Nos últimos meses, quem acompanha informações sobre o mercado financeiro brasileiro já observou uma movimentação por parte dos bancos na definição de um novo modelo de negócio. A Accenture divulgou uma pesquisa, intitulada “Estratégia digital: uma nova era para os serviços bancários”, em que aponta o seguinte: 32% da receita dos bancos tradicionais está em risco, por conta de uma nova concorrência gerada pelos empreendimentos que nascem em ambiente digital.
Esse cenário ocorre impulsionado pela revolução provocada pelas fintechs e por inovações, como o Open Banking, sistema de arquitetura aberta que dá oportunidade para que empresas e pessoas tenham maior autonomia quanto aos dados e a escolha dos produtos e serviços financeiros que pretendem usar. Mas essa transformação não tem atingido apenas o negócio em si, como quem dele faz parte. Em especial os profissionais bancários.
Com muitos bancos tradicionais fechando agências – estima-se que mais de 1.200 serão fechadas até o final de 2020 – e enxugando a massa de trabalhadores, uma parcela de bancários se vê sem saber para onde ir. Esse movimento é sem precedentes! Além dos que estão perdendo os empregos, também há aqueles que não se adaptam mais a uma rotina profissional com baixa flexibilidade de horário. Por exemplo, quantas mães e pais bancários gostariam de ter mais liberdade para passar mais tempo com os filhos e, paralelamente, trabalhar?
Atuo no setor financeiro há mais de 30 anos. No momento, fundei e estou liderando uma fintech, mas também já ocupei a posição de bancário.

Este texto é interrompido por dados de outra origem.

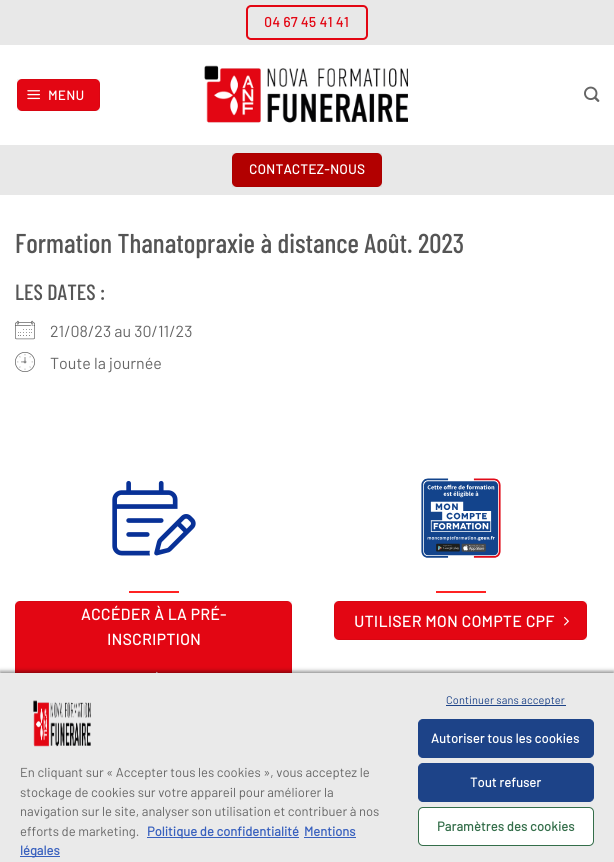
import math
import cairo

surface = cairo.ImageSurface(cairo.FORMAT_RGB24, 614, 862)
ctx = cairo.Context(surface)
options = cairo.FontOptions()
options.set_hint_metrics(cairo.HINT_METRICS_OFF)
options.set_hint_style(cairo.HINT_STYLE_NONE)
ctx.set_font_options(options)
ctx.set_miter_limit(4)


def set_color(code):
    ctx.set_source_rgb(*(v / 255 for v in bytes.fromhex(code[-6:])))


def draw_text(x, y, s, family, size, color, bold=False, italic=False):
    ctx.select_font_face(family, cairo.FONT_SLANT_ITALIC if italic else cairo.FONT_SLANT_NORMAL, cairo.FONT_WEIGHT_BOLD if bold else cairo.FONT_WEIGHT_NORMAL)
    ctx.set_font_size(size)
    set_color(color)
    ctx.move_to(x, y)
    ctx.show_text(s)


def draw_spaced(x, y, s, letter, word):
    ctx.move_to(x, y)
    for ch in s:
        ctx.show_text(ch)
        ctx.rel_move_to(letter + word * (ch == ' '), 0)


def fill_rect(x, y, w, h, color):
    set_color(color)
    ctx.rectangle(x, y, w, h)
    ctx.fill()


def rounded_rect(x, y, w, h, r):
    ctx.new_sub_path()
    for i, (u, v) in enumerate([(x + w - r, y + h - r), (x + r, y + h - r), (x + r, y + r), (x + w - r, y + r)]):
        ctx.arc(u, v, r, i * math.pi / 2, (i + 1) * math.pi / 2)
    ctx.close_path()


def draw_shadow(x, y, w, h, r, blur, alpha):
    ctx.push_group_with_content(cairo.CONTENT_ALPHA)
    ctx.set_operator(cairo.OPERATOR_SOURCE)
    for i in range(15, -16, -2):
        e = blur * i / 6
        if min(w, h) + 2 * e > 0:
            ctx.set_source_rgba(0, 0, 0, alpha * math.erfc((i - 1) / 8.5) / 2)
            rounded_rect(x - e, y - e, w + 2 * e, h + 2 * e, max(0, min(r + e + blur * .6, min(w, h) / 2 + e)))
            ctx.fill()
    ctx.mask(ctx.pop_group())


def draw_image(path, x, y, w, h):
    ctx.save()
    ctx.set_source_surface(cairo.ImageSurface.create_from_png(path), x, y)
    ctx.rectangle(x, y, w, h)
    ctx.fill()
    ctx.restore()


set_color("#ffffff")
ctx.paint()
fill_rect(0, 0, 614, 45, "#e8e8e8")
rounded_rect(247, 6, 120, 33, 4)
set_color("#e30613")
ctx.stroke()
ctx.select_font_face("Barlow", cairo.FONT_SLANT_NORMAL, cairo.FONT_WEIGHT_BOLD)
ctx.set_font_size(13.75)
draw_spaced(264, 27, "04 67 45 41 41", 0.4, 0)
rounded_rect(17, 79, 83, 32, 5)
ctx.fill()
ctx.rectangle(17.5, 79.5, 82, 31)
ctx.set_source_rgba(0, 0, 0, 0.05)
ctx.set_line_width(1)
ctx.stroke()
draw_image("assets/img1.png", 27, 90, 13, 10)
ctx.set_font_size(13)
set_color("#ffffff")
draw_spaced(48, 100, "MENU", 0.5, 0)
draw_image("assets/img2.png", 204, 65, 204, 58)
draw_image("assets/img3.png", 584, 86, 16, 16)
fill_rect(0, 145, 614, 50, "#e8e8e8")
set_color("#b20000")
rounded_rect(232, 153, 150, 34, 5)
ctx.fill()
ctx.rectangle(232.5, 153.5, 149, 33)
ctx.set_source_rgba(0, 0, 0, 0.05)
ctx.stroke()
ctx.set_font_size(13.25)
set_color("#ffffff")
draw_spaced(249, 174, "CONTACTEZ-NOUS", 0.4, 0)
draw_text(15, 253, "Formation Thanatopraxie à distance Août. 2023", "Barlow Condensed Medium", 27.25, "#555555")
draw_text(15, 300, "LES DATES :", "Barlow Condensed Medium", 22, "#555555")
draw_image("assets/img4.png", 15, 320, 20, 20)
draw_text(50, 337, "21/08/23 au 30/11/23", "Barlow", 16, "#666666")
draw_image("assets/img5.png", 15, 352, 20, 20)
draw_text(50, 369, "Toute la journée", "Barlow", 16, "#666666")
draw_image("assets/img6.png", 112, 480, 84, 76)
fill_rect(129, 591, 50, 2, "#ff2323")
set_color("#e30613")
rounded_rect(15, 601, 277, 94, 5)
ctx.fill()
ctx.rectangle(15.5, 601.5, 276, 93)
ctx.set_source_rgba(0, 0, 0, 0.05)
ctx.stroke()
ctx.select_font_face("Barlow", cairo.FONT_SLANT_NORMAL, cairo.FONT_WEIGHT_BOLD)
ctx.set_font_size(15.5)
set_color("#ffffff")
draw_spaced(81, 620, "ACCÉDER À LA PRÉ-", 0.5, 0)
draw_spaced(107, 645, "INSCRIPTION", 0.5, 0)
draw_image("assets/img7.png", 156, 671, 2, 2)
draw_image("assets/img8.png", 421, 478, 80, 80)
fill_rect(436, 591, 50, 2, "#ff2323")
set_color("#e30613")
rounded_rect(334, 601, 253, 39, 5)
ctx.fill()
ctx.rectangle(334.5, 601.5, 252, 38)
ctx.set_source_rgba(0, 0, 0, 0.05)
ctx.stroke()
set_color("#ffffff")
draw_spaced(354, 627, "UTILISER MON COMPTE CPF", 0.5, 0)
draw_image("assets/img9.png", 564, 616, 5, 10)
set_color("#000000")
draw_shadow(0, 671, 614, 191, 0, 2, 0.35)
draw_shadow(0, 673, 614, 189, 0, 2, 0.2)
fill_rect(0, 673, 614, 189, "#eaeaea")
draw_image("assets/img10.png", 33, 700, 58, 47)
draw_text(20, 777, "En cliquant sur « Accepter tous les cookies », vous acceptez le", "Barlow", 13, "#666666")
draw_text(20, 797, "stockage de cookies sur votre appareil pour améliorer la", "Barlow", 13, "#666666")
draw_text(20, 816, "navigation sur le site, analyser son utilisation et contribuer à nos", "Barlow", 13, "#666666")
draw_text(20, 836, "efforts de marketing.", "Barlow", 13, "#666666")
fill_rect(147, 837, 152, 1, "#3860be")
draw_text(147, 836, "Politique de confidentialité", "Barlow", 13, "#3860be", bold=True)
draw_text(304, 836, "Mentions", "Barlow", 13, "#3860be", bold=True)
fill_rect(304, 837, 52, 1, "#3860be")
fill_rect(20, 856, 40, 1, "#3860be")
draw_text(20, 855, "légales", "Barlow", 13, "#3860be", bold=True)
fill_rect(446, 705, 120, 1, "#1d4388")
ctx.select_font_face("Barlow")
ctx.set_font_size(11)
draw_spaced(446, 704, "Continuer sans accepter", 0.1, 0)
rounded_rect(418.5, 719.5, 175, 38, 4.5)
ctx.fill_preserve()
ctx.stroke()
ctx.select_font_face("Barlow", cairo.FONT_SLANT_NORMAL, cairo.FONT_WEIGHT_BOLD)
ctx.set_font_size(13)
set_color("#ffffff")
draw_spaced(431, 743, "Autoriser tous les cookies", 0.1, 0)
set_color("#1d4388")
rounded_rect(418.5, 763.5, 175, 38, 4.5)
ctx.fill_preserve()
ctx.stroke()
set_color("#ffffff")
draw_spaced(470, 787, "Tout refuser", 0.1, 0)
rounded_rect(418.5, 807.5, 175, 38, 4.5)
ctx.fill_preserve()
set_color("#346e4a")
ctx.stroke()
draw_spaced(437, 831, "Paramètres des cookies", 0.1, 0)
surface.write_to_png("output.png")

E o que percebi ao longo desses anos, seja trabalhando ou dando palestras sobre o tema, é que esse profissional só se vê dessa forma quando está ligado a uma instituição financeira. Independentemente da existência ou não de um curso superior dedicado ao cargo, faço aqui uma provocação: não existe ex-bancário; existe ex-funcionário de banco.
O que a gente aprende na rotina diária dentro dos bancos é algo valioso. Ainda que muitos bancários tenham uma formação em administração, economia e contabilidade, cursos onde aprendem teorias valiosas, a prática do “fazer banco” é diferente. Análise de fluxo de caixa, balanço, faturamento, avaliação sobre o perfil do consumidor e de empresas, análise preditiva, ciclo de vida das empresas – no caso de Pessoa Jurídica -, além de avaliações críticas sobre números, gráficos, o que gera mais receita, score e sua importância para criar oferta de crédito, e por aí vai. Sem contar estudos sobre o papel do Banco Central, fundo garantidor, entre outras questões necessárias para se obter certificações obrigatórias, exigidas para quem vai ocupar cargo de gerente. Todo esse conhecimento pode ser aplicado de outra forma, inclusive se o bancário em questão deseja empreender, de forma independente.

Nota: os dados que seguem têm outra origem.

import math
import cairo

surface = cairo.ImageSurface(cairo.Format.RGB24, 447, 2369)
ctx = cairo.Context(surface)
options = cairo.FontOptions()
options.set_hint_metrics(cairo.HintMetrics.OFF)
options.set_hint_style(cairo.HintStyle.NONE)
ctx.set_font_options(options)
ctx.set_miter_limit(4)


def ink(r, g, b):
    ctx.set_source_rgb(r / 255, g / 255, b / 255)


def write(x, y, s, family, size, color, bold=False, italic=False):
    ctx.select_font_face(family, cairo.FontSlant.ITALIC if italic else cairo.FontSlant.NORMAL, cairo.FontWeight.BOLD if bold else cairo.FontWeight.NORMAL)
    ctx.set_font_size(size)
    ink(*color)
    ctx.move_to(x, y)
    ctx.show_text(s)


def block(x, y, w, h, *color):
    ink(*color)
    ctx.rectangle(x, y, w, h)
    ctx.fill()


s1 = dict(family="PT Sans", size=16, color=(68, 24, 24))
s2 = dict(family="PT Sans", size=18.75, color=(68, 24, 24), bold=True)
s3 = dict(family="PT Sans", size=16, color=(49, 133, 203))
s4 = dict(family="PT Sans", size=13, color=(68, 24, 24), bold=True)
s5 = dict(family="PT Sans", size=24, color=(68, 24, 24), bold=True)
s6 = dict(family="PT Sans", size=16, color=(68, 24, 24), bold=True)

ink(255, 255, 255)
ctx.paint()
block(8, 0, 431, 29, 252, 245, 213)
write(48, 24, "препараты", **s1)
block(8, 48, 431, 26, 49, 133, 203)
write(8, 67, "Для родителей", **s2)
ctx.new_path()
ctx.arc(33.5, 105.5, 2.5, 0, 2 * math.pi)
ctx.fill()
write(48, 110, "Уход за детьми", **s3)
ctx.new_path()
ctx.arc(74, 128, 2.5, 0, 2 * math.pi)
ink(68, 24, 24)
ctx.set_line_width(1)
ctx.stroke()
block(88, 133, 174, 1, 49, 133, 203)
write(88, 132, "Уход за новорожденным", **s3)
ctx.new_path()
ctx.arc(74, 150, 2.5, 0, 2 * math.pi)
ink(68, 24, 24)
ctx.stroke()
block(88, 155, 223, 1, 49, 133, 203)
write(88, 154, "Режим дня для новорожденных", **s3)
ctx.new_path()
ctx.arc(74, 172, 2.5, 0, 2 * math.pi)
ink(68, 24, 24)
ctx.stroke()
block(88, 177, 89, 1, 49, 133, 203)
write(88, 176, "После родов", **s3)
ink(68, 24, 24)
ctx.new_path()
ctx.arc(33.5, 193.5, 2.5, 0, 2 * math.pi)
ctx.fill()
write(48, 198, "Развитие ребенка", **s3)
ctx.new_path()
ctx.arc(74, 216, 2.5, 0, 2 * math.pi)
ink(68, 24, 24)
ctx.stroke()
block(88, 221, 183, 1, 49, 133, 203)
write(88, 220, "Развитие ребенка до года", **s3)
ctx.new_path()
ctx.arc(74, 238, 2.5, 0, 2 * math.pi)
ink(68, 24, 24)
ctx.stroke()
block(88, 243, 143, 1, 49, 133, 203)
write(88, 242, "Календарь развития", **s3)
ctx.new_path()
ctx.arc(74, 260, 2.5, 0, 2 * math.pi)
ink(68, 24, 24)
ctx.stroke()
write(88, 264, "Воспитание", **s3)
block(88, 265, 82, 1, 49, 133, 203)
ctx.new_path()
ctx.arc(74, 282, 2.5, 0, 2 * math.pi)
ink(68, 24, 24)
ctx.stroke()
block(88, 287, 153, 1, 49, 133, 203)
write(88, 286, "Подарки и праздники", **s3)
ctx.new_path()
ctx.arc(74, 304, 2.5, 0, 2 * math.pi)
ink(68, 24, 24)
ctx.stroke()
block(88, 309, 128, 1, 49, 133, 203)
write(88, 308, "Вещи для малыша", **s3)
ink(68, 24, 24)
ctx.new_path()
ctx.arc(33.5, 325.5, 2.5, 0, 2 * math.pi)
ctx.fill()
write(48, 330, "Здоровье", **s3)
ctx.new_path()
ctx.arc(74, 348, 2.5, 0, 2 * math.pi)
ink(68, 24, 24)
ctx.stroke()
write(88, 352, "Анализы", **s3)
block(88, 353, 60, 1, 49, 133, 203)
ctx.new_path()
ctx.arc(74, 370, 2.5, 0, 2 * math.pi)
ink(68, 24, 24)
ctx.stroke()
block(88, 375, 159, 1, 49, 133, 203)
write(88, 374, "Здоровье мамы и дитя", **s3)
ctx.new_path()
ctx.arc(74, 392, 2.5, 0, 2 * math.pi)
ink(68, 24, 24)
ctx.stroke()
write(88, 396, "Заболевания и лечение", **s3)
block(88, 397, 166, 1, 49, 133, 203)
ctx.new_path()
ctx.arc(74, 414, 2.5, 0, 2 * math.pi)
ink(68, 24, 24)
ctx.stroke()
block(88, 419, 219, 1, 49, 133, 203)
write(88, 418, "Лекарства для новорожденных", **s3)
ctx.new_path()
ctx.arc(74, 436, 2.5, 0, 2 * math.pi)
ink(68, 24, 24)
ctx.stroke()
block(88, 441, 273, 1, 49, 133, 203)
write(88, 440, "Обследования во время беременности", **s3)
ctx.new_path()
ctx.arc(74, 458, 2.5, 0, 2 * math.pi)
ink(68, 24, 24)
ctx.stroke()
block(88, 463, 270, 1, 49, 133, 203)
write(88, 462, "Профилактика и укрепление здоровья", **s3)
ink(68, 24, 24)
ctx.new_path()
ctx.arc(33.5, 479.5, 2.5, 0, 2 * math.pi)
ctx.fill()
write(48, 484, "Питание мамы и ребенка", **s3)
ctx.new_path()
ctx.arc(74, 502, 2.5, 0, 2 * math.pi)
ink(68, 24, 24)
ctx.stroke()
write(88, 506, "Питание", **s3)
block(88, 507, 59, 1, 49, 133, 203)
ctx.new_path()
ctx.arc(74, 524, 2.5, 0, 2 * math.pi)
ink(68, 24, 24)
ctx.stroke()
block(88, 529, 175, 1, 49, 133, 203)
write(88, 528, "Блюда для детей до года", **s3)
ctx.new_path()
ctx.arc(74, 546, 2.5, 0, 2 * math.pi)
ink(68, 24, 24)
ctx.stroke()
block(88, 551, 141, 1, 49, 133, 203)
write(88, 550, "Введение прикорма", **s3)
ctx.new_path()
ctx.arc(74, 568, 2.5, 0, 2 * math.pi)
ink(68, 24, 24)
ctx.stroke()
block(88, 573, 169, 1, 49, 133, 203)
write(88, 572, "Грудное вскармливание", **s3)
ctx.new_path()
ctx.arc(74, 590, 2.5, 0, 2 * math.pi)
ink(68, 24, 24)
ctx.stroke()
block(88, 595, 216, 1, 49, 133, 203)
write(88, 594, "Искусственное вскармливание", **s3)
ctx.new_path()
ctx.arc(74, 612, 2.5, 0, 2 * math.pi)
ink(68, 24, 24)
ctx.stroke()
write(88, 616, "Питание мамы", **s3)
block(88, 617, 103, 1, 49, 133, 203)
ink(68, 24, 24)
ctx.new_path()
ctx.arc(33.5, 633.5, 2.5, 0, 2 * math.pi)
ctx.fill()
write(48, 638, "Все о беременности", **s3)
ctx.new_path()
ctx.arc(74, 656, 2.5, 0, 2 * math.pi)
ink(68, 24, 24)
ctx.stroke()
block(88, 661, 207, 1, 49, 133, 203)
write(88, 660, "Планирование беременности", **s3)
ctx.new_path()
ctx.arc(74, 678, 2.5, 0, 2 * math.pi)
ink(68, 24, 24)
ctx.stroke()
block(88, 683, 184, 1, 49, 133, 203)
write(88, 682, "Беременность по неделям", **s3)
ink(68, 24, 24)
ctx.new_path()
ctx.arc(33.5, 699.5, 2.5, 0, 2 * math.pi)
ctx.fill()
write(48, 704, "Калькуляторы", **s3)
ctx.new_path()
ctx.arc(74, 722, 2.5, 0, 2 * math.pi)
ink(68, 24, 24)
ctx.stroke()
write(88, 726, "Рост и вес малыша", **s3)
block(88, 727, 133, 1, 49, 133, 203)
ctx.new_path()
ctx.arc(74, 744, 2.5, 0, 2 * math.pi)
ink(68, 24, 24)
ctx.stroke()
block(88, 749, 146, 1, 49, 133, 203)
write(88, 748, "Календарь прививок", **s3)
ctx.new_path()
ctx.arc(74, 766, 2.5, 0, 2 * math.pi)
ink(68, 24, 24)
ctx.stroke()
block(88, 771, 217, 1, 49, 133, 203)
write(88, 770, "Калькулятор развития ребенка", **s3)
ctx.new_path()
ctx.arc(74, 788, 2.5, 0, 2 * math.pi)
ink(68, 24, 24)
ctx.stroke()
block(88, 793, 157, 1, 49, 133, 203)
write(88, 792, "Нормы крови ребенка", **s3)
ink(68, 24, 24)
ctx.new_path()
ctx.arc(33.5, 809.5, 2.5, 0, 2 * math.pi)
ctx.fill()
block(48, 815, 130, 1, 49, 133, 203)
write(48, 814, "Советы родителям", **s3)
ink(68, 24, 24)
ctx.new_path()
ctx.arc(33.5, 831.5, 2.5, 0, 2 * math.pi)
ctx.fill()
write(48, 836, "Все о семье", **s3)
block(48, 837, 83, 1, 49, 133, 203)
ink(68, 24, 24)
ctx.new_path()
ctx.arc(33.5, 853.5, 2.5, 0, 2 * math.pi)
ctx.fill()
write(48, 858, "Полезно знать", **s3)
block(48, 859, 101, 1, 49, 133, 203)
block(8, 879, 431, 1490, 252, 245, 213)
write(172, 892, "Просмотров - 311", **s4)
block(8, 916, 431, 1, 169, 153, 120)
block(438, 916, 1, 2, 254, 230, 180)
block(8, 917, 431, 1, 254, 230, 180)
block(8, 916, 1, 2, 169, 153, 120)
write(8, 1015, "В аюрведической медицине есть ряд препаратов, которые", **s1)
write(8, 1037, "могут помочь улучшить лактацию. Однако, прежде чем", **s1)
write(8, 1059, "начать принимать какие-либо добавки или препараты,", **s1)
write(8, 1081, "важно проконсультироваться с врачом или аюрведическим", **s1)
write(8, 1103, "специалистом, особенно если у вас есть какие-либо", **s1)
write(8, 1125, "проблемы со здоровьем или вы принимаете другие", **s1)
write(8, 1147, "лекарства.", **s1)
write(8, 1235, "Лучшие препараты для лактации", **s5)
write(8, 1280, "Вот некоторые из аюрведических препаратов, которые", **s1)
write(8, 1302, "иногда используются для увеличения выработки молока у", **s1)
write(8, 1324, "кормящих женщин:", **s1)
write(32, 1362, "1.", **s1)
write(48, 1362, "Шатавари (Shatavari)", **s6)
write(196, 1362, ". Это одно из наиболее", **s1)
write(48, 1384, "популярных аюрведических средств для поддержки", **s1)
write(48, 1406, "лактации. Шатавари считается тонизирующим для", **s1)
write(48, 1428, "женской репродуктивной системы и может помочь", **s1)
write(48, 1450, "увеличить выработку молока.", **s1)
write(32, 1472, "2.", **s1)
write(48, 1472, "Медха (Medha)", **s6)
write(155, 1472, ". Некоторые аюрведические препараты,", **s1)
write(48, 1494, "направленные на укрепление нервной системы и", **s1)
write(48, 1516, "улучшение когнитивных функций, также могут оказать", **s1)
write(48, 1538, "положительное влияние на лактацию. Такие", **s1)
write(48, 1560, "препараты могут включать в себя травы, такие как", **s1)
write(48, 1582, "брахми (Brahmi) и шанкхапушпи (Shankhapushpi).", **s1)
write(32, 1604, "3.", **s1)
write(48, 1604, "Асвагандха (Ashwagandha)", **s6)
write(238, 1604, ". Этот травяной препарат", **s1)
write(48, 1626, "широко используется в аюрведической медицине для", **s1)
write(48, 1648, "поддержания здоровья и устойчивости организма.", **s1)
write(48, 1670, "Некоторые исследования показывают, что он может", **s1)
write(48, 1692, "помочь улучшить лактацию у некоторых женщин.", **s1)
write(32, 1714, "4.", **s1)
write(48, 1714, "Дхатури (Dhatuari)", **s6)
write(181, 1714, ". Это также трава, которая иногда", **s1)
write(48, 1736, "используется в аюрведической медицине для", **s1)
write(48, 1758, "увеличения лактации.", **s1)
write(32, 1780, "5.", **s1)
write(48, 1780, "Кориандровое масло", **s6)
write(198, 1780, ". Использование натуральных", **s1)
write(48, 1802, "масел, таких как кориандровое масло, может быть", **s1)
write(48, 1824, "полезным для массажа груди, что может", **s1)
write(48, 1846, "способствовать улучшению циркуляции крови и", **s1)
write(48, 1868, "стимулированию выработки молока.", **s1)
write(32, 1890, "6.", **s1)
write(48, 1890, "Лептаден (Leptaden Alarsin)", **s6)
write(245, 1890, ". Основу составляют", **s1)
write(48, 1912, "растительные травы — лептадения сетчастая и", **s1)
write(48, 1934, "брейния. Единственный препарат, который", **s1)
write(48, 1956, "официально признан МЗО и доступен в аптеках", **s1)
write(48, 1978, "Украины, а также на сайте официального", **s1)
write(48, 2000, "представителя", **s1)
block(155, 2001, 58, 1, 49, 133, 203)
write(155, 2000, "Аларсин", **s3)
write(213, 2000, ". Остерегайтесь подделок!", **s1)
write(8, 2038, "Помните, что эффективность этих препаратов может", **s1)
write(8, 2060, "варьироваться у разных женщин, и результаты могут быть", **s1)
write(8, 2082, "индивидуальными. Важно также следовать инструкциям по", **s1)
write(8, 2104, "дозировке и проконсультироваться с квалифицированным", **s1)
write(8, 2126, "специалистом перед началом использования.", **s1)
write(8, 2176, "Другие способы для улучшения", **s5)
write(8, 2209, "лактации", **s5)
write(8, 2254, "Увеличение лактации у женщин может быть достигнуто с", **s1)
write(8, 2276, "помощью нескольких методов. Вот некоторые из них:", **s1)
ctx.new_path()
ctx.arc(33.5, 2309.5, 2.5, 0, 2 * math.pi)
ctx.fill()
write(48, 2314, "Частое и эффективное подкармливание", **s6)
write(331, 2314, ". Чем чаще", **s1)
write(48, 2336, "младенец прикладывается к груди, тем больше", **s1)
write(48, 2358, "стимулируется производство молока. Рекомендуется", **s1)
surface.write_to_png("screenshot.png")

Várias fintechs possibilitam que bancários atuem como analistas financeiros, levando informação para pessoas que estão cansadas de se verem presas aos bancos tradicionais. O comportamento do consumidor na atualidade já deixou claro que as pessoas sabem que têm mais direitos, e começam a exigir isso. O próprio Governo Federal dá alguns passos nesse caminho, ao exigir que as escolas ofertem disciplinas sobre educação financeira a partir de 2020, seguindo diretrizes do Ministério da Educação e da Base Nacional Comum Curricular (BNCC). Mas isso não será suficiente para quem está de fora da escola entender sua vida financeira. E é aí que se abre uma grande oportunidade de carreira para quem é bancário e não quer ou não pode estar ligado a um banco.
Os bancários precisam se empoderar mais, entender seu valor, e que ele existe para além de um vínculo empregatício com uma instituição financeira. É possível empreender, agir com autonomia, sobretudo em um mercado onde o sistema de Open Banking começa a operar e o Banco Central inicia o processo de sua regulamentação. Além de impulsionar a criação de negócios digitais, esse movimento permite que haja uma dose de olho no olho, tão necessária quando falamos de dinheiro. Sejamos francos: sempre é bom ter uma conversa cara a cara com alguém sobre o assunto. A máquina não vai substituir isso.
*Artigo publicado originalmente no Estadão, em 05/12/2019.